Aku menghela napas pelan, kemudian berjalan mendekat. “Ibu, aku di sini,” kataku sambil berdiri di dekat pintu
Semua padangan kini tertuju pada ku tak terkecuali mas Firman yang selalu menatap ku tanpa henti
“Oh, kamu,” jawabnya singkat. “Bantu-bantu di dapur, kan?”
“Iya, Bu,” jawabku, mencoba terdengar netral meskipun aku tahu maksud tersirat di balik pertanyaannya.

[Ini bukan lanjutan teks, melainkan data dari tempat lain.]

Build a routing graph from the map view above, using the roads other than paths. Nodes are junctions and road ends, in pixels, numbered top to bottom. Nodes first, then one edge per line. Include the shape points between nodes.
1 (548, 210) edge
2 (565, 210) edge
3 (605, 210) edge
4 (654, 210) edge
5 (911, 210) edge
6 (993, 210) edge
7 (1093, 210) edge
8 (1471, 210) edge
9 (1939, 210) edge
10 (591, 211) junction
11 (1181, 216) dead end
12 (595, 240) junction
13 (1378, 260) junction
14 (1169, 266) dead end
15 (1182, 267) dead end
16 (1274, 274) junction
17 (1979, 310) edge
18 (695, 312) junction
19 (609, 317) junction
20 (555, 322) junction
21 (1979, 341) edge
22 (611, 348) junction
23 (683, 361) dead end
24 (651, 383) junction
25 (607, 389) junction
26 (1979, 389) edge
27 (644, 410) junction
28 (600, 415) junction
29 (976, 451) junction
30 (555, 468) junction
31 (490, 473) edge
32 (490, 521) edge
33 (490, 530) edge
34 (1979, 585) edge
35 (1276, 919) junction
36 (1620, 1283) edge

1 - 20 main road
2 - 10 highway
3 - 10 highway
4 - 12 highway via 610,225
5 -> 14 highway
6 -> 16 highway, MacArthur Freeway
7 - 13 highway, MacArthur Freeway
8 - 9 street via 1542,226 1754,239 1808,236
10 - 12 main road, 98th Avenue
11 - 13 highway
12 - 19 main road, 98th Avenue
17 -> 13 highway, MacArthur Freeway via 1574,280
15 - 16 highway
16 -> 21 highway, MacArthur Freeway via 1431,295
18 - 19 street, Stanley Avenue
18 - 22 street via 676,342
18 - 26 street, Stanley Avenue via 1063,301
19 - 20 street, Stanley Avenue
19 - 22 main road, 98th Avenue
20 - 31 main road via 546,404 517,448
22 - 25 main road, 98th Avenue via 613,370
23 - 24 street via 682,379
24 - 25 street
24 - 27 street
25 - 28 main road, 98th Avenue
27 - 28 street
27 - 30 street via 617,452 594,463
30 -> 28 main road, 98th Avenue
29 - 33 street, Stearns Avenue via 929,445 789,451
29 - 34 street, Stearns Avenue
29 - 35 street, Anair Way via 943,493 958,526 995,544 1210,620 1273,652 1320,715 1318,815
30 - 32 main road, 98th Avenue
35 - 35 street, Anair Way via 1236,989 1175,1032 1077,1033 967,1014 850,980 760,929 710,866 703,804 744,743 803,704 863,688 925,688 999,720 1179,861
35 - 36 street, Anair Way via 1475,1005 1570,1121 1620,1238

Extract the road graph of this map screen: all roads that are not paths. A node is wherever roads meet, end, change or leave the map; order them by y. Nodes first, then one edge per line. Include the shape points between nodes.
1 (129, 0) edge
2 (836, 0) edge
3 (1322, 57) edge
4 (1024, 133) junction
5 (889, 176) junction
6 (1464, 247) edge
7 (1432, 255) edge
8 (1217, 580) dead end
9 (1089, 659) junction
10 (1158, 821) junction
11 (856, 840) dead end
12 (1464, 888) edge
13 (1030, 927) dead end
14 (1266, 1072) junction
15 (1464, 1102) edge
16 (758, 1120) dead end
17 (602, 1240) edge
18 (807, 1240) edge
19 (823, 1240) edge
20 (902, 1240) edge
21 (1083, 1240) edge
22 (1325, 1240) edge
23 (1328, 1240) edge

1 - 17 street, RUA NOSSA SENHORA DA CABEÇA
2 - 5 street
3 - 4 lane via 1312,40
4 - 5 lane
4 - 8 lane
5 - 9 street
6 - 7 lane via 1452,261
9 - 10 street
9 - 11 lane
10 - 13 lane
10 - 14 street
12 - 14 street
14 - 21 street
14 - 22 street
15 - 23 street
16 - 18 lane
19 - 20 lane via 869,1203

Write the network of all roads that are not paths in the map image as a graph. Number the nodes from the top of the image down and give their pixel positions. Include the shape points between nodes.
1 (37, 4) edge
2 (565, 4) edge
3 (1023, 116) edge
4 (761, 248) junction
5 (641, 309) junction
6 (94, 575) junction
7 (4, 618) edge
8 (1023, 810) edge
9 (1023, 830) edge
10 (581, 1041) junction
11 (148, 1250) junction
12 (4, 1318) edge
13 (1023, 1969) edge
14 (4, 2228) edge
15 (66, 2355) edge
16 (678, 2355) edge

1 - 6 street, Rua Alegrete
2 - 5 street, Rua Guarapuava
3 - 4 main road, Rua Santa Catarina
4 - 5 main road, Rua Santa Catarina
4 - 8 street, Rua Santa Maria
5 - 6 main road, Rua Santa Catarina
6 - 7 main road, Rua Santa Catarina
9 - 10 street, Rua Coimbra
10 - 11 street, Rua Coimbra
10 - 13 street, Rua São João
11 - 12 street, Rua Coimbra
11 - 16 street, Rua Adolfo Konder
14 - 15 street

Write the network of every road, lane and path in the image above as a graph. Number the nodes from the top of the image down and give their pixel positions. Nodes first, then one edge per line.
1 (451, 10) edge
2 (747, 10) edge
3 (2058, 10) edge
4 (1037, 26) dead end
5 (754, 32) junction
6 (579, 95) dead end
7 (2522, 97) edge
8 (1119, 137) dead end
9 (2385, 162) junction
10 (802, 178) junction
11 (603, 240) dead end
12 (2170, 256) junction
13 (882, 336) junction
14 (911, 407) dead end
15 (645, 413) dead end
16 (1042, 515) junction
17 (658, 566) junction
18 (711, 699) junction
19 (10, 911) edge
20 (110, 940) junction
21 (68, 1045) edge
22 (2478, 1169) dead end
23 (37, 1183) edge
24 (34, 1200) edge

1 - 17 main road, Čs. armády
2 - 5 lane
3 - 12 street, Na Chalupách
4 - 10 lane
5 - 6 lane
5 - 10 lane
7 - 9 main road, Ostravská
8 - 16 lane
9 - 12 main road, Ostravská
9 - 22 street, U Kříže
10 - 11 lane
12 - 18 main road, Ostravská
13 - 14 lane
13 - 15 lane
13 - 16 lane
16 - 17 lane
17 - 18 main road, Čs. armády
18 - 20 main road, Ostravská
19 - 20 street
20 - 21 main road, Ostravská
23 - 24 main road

"Bagus!." Serunya. Rasanya seperti pembantu yang di gaji bulanan
“Ibu, Adit itu udah banyak bantu dari kemarin-kemarin,” kata mbak Anggi, nada suaranya terdengar sedikit tajam. “Kalau nggak ada dia, persiapan kita mungkin nggak akan selesai tepat waktu.”
“Aku tahu,” balas ibu sambil melambaikan tangannya seolah tidak mau memperdebatkannya. “Tapi tetap aja, Anggi. Kamu ini anak perempuan ibu. Jadi ya wajar kalau ibu lebih peduli sama kamu.”
Aku terdiam, berusaha menyembunyikan perasaan yang mulai menggelegak di dadaku. Ini bukan pertama kalinya ibu mengatakan hal seperti itu, tetapi setiap kali mendengarnya, rasanya tetap sama menyakitkan.
Salah satu hal yang membuat ku iri dengan anak lain di kampung adalah sifat ibu yang seperti tidak menginginkan kehadiran ku, berbeda dengan anak lain yang selalu di manjakan ibunya
“Adit juga anak ibu, Bu,” kata mbak Anggi, kali ini suaranya lebih lembut. “Meskipun mungkin caranya berbeda, dia juga berusaha bikin ibu bangga.”
Ibu tidak menjawab. Dia hanya tersenyum kecil, tetapi senyumnya itu lebih terasa seperti sikap mengalah daripada pengakuan bahkan terkesan meremehkan
Setelah makan siang, aku memutuskan untuk pergi ke kamar sebentar, mencoba menghindari suasana di ruang tamu yang terasa semakin berat bagiku

KAMU SEDANG MEMBACA
GAIRAH SE* ABANG IPAR KU 18+
Lãng mạn⚠️BL 18+⚠️ Semua episode berisi adegan 18+ Mohon kebijakan nya Prolog "Merebut suami kakak ku yang seorang TNI dan hyper seks"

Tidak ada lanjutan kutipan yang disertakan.